Overview: German’s Industrial Metal band Rammstein puts on a truly phenomenal show on DVD. Atmosphere and other-worldly cyberpunk-like ambiance are in abundant supply. Virtually every song has actual fire shooting out from the most unlikely places. On top of this, the band really RAWKS. That said, there may go a bit overboard on the glitz and flash. But you would never notice it from the way their audience reacts – they LOVE them!
The Visuals: The stage for Rammstein oozes with futuristic dystopia. Invasive metal is the order of the day. Tubes and piping pop out from all angles throughout the stage. The outfits Rammstein starts the performance out with fit perfectly. But throughout, it becomes clear that most every aspect of this performance has been wonderfully choreographed. Truly, Rammstein is putting on a show – and what a wonderful show it is!
The Cinematography: One of the most impressive aspects of this performance is that the MTV style camera work actually works wonderfully to add to the atmosphere. Usually when you get this style of quick-cutting camera work, you feel more like you’re in a music video. While this feeling comes through at first, the constant and supremely interactive crowd, which sings right along with the band, brings you into the concert. The overall feeling is both immersive and edgy. Often, the lead singer stops singing and points the microphone at the crowd, and EVERY TIME they are screaming back the exact lyrics, perfectly in time with the song.
The Band: Rammstein’s music is best characterized as brute force, crunchy and repetitive industrial metal. Most of the songs are driven by the drum player. The keyboardist is bizarre in the extreme, but then again, he fits right in. The guitarists have pale blue contact lenses, and pretty much everyone, from the ultra-muscular lead singer, Till Lindeman to the cyberpunk bassist really emphasizes performance as much as the music. However, the performance makes clear that Rammstein seem far more about show then they are ideas. Similar to Kiss here in the US, Rammstein is creating an immersive facade – one which the crowd is all to eager to take part in.
The Sound: The quality of the sound track is superb, but is not really done in surround-sound in the sense that say, the Eagles When Hell Freezes Over DVD is. You get mostly crowd noises out of the rear speakers, and band from the front speakers. This approach actually helps with the “front row” feeling, but it is at odds with the video-like shooting style. Had they gone for a straightforward Talking Heads “Stop Making Sense” type camera style, the sound would have fit better. But again, the quality is terrific. The band is completely tight throughout.
The Highlight: I first heard of Rammstein on the Matrix Soundtrack. Song #12, Du Hast, really hit me. While I couldn’t understand a word (as its all in German), I was blown away. In this concert, Rammstein REALLY comes hard on Du Hast. The whole thing is just magical.

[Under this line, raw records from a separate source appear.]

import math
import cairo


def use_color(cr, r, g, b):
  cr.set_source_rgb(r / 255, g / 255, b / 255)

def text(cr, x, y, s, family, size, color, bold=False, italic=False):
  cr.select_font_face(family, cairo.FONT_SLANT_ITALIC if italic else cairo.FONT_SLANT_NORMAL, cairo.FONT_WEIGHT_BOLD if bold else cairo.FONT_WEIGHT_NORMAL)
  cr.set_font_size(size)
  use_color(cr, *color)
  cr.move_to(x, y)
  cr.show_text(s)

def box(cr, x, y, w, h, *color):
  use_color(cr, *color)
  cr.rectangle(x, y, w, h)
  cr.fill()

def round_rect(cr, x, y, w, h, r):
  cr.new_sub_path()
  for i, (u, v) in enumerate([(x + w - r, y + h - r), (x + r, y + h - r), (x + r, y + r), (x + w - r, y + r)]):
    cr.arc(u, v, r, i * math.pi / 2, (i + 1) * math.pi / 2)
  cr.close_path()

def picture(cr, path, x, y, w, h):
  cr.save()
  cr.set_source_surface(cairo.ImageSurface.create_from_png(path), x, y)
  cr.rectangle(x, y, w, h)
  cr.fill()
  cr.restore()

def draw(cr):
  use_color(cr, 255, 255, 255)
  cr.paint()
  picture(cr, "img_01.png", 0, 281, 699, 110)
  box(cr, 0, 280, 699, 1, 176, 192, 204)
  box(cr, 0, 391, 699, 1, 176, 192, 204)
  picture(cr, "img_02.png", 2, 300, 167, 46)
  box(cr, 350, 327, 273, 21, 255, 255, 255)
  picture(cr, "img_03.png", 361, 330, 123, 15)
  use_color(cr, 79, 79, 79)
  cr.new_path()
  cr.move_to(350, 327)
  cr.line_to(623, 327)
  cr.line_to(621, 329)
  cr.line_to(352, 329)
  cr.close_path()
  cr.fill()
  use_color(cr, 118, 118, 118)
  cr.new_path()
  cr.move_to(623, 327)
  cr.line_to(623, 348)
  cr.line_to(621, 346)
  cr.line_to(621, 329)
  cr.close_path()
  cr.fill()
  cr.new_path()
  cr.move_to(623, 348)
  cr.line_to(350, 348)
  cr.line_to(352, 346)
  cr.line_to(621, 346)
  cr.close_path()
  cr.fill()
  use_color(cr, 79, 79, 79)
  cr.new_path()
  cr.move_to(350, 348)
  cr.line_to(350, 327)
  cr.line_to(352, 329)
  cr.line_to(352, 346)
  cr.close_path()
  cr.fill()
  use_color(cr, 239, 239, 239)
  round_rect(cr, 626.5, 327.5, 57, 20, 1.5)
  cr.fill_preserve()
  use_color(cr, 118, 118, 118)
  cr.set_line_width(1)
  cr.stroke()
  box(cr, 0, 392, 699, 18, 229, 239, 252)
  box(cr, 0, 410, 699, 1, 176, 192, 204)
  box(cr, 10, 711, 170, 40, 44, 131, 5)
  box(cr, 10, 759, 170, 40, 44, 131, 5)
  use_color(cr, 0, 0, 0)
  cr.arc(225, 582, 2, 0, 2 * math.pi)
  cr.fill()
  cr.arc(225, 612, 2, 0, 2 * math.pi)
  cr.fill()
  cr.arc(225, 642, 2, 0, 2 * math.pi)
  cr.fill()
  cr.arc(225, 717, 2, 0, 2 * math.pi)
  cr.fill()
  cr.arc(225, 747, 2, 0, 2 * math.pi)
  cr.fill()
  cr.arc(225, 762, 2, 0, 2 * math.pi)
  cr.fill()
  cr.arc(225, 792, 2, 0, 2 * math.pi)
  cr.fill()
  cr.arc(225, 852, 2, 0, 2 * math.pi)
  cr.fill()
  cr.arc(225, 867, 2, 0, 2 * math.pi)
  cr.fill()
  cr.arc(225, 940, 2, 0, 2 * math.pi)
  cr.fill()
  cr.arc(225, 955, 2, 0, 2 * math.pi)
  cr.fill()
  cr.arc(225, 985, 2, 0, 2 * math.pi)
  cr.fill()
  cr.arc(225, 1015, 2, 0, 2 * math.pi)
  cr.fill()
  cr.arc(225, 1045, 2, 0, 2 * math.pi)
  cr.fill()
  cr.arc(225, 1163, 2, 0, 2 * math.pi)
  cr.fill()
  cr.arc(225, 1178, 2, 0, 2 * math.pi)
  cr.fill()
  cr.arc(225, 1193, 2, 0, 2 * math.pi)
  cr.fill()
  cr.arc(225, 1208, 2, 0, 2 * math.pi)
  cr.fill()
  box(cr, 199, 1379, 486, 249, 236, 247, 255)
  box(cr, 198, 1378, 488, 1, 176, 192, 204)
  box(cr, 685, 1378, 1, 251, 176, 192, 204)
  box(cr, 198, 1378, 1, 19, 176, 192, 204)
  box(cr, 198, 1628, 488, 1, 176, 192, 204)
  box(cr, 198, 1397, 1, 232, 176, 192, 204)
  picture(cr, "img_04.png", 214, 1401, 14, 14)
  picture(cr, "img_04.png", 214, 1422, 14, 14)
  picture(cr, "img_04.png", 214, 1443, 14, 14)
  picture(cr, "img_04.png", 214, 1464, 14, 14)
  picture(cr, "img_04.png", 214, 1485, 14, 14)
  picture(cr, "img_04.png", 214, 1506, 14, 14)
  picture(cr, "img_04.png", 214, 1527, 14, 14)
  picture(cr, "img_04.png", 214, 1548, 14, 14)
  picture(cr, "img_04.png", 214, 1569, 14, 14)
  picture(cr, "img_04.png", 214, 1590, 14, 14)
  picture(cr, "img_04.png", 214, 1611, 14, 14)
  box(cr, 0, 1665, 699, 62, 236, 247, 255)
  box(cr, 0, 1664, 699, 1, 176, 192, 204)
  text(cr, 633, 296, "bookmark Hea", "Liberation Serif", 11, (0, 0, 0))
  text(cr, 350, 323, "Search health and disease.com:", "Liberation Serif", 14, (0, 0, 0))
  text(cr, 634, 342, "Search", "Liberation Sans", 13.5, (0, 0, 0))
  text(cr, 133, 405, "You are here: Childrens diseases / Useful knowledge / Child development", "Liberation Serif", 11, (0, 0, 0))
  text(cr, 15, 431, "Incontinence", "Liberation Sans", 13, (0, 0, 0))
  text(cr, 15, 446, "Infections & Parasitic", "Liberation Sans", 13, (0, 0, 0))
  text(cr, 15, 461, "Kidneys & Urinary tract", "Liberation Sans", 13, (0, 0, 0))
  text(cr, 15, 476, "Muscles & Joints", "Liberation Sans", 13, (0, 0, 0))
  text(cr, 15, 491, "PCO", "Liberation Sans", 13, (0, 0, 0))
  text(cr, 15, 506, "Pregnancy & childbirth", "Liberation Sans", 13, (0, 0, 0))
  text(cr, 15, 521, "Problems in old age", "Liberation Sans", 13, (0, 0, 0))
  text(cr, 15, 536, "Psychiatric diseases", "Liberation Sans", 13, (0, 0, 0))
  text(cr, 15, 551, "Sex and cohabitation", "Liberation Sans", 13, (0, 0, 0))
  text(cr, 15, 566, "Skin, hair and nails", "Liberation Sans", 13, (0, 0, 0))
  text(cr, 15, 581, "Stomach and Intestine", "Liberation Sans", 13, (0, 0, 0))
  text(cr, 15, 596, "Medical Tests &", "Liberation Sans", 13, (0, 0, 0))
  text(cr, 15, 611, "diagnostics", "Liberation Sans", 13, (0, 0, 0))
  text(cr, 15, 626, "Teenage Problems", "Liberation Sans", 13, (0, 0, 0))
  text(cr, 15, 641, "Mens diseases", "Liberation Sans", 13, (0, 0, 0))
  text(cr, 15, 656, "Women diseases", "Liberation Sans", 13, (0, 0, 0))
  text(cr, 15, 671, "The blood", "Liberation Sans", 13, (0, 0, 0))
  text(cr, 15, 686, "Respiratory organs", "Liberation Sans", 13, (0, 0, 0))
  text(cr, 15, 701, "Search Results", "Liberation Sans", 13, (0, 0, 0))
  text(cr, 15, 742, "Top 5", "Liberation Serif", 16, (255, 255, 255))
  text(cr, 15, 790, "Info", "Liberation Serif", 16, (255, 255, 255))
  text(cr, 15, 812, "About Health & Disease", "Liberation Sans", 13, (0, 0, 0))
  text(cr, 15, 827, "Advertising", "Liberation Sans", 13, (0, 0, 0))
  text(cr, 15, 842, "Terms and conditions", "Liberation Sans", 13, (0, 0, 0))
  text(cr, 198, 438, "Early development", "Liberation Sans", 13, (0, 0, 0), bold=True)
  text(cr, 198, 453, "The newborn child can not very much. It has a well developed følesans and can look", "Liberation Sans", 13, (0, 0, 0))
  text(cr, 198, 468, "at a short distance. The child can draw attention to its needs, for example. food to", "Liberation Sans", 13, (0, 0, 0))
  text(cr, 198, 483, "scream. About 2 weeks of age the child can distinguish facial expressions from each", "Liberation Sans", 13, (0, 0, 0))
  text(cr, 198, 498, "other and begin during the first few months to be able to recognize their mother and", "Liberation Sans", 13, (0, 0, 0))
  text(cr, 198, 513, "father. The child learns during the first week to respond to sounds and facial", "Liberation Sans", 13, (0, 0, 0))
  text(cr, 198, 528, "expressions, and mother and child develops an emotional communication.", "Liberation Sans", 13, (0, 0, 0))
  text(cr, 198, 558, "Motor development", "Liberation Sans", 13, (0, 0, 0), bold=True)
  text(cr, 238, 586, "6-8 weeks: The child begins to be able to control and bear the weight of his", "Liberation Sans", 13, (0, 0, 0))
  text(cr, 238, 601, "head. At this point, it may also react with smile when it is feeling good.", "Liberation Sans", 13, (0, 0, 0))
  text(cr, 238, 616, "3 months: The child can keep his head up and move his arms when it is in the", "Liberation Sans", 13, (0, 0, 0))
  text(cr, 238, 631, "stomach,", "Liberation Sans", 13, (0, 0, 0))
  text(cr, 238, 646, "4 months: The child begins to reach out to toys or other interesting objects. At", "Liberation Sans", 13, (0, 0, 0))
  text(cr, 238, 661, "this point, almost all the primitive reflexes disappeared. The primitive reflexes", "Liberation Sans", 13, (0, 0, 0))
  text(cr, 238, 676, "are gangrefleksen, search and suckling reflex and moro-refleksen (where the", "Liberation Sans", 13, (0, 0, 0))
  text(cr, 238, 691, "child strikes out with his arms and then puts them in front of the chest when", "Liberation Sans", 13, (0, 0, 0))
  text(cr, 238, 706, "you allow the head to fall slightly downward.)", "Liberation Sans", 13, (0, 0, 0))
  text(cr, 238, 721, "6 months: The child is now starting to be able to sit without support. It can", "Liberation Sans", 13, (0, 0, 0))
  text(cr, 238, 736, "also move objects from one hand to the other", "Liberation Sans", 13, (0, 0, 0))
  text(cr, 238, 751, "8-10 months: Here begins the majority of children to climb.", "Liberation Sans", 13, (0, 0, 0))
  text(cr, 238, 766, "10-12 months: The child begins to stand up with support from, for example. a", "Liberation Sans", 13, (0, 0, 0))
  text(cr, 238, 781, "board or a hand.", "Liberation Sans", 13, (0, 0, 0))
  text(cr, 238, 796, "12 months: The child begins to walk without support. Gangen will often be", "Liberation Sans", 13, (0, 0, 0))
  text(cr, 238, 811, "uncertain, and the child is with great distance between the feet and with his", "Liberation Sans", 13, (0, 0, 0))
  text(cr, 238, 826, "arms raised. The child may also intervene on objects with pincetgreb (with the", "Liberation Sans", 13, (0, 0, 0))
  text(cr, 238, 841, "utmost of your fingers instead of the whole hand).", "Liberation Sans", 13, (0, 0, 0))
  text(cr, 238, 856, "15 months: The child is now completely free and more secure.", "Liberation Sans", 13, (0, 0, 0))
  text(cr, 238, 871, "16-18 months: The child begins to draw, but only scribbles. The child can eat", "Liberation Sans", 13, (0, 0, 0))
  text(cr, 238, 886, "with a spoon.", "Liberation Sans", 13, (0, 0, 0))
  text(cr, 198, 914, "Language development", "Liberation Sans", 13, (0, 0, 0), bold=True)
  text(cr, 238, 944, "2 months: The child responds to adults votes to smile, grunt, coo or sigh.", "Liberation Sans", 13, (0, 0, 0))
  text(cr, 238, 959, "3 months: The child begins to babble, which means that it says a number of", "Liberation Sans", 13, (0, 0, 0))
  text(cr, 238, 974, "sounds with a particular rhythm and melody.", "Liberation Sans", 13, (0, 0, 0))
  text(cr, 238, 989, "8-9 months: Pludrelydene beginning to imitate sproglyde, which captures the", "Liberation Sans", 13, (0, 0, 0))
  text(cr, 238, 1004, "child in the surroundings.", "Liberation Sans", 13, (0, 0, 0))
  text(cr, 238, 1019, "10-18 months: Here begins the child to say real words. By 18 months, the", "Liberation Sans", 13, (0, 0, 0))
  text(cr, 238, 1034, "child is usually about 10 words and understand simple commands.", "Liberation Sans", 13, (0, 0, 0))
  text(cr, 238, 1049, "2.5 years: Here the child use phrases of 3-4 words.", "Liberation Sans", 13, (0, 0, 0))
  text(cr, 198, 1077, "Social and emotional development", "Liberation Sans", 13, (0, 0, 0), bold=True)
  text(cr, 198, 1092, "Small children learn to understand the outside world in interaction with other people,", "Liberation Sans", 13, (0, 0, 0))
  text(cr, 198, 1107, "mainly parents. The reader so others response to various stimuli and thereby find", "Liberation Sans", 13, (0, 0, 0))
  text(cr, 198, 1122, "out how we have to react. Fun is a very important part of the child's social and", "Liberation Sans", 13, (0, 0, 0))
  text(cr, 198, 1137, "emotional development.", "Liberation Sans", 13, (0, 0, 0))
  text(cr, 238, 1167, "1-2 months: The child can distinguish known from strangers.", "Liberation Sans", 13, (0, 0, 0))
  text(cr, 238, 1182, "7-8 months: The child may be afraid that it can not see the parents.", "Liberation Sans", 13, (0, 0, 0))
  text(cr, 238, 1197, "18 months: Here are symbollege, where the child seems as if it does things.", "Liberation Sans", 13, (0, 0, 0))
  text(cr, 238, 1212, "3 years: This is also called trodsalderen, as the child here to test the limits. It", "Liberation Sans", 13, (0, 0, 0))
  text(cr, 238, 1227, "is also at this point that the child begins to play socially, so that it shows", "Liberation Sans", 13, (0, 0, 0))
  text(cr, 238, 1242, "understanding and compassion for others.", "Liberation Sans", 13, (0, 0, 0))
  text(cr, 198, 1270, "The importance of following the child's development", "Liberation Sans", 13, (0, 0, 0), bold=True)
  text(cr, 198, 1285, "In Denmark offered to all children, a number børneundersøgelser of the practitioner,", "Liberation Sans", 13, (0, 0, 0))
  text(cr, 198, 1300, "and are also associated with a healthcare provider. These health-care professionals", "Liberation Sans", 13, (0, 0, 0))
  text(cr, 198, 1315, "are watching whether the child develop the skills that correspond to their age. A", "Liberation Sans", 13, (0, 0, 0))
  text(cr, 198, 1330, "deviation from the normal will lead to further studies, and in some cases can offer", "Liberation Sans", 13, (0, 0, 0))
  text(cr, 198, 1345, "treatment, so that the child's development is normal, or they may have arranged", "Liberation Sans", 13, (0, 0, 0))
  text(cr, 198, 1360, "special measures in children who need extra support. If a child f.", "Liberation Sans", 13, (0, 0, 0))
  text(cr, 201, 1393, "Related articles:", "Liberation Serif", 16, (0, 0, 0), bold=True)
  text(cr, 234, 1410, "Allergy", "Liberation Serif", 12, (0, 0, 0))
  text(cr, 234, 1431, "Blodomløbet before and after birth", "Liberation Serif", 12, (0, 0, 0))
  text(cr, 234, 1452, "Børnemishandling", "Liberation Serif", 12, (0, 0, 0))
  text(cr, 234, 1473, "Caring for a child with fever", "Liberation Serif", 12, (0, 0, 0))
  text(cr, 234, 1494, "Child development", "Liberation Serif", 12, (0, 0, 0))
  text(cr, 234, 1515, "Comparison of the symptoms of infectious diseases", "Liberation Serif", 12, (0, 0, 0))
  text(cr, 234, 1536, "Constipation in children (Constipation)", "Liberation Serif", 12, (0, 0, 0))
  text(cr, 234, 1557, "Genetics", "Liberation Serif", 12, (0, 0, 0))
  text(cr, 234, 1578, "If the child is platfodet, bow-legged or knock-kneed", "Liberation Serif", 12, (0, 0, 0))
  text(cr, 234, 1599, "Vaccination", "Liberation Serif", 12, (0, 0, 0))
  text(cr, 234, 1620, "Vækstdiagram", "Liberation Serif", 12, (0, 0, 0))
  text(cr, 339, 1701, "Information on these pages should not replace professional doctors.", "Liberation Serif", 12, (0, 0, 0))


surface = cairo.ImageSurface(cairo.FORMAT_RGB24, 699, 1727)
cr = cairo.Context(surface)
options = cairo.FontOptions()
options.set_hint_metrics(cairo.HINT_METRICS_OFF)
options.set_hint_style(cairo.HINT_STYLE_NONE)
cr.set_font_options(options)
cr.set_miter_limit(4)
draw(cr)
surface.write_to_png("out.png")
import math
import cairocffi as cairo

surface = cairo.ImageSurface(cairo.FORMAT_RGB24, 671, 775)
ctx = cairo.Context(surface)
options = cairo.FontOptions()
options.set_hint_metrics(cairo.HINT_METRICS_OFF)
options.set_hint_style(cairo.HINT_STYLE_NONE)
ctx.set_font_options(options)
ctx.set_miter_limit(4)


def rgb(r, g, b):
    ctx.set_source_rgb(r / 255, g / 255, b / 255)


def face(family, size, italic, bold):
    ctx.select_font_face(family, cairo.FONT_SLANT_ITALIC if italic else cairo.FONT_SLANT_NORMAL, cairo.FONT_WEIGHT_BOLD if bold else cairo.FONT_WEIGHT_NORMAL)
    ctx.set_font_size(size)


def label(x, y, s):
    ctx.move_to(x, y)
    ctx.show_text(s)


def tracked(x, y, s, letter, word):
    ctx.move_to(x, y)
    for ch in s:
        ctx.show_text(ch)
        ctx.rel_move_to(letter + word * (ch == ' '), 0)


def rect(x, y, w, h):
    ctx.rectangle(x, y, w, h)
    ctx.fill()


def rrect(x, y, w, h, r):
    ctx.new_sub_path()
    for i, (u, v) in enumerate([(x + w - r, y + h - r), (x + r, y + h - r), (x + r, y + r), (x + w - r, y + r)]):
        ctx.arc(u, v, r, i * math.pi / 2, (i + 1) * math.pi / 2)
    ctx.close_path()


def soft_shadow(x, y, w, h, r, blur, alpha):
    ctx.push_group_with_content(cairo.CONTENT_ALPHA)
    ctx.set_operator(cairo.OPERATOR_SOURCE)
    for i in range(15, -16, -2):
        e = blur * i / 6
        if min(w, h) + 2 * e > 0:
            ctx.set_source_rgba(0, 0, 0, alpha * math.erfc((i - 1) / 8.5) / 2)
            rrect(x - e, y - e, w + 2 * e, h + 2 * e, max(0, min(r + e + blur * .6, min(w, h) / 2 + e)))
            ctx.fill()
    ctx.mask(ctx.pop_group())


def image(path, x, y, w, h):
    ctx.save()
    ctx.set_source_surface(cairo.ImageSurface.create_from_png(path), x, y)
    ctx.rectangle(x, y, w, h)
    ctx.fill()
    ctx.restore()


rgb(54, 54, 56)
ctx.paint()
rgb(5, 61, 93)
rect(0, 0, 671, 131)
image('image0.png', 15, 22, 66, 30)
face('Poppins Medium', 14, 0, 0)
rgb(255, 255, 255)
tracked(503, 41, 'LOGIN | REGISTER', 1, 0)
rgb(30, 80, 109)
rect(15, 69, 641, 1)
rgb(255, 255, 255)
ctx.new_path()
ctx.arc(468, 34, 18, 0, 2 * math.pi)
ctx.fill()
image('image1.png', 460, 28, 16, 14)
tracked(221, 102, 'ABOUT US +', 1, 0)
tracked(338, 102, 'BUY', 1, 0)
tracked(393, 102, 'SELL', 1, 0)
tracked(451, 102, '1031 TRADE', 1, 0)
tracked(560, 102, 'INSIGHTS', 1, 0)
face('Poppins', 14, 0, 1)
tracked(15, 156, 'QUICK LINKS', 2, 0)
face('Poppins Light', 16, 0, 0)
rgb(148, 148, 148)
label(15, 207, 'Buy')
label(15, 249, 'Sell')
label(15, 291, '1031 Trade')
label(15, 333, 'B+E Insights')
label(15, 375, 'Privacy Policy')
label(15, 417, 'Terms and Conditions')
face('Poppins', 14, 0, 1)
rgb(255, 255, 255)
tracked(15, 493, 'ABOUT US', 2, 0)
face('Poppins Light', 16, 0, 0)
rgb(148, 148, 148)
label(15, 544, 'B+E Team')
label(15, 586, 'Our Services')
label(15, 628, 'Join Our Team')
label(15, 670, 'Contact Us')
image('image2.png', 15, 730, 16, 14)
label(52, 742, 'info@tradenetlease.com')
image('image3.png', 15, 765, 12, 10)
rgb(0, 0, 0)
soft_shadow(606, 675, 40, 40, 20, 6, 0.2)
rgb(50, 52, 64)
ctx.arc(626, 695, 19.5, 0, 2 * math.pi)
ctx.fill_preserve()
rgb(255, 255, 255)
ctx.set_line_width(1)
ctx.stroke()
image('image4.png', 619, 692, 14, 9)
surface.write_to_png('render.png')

There’s a part where Lindeman completely stops singing (during the slow “Du Hast…Du Hast Mesh” part) adn the crowd does the entire thing PERFECTLY. Watching it, you get caught up in the moment.
The Bottom Line: I have somewhere between 70 concert DVDs and Rammstein’s Live aus Berlin performance definitely sits somewhere in the top tier. The performance is wonderfully choreographed, wonderfully shot, and the energy is contagious. The performance leaves with a sense of pure power. This truly is an experience not to be missed.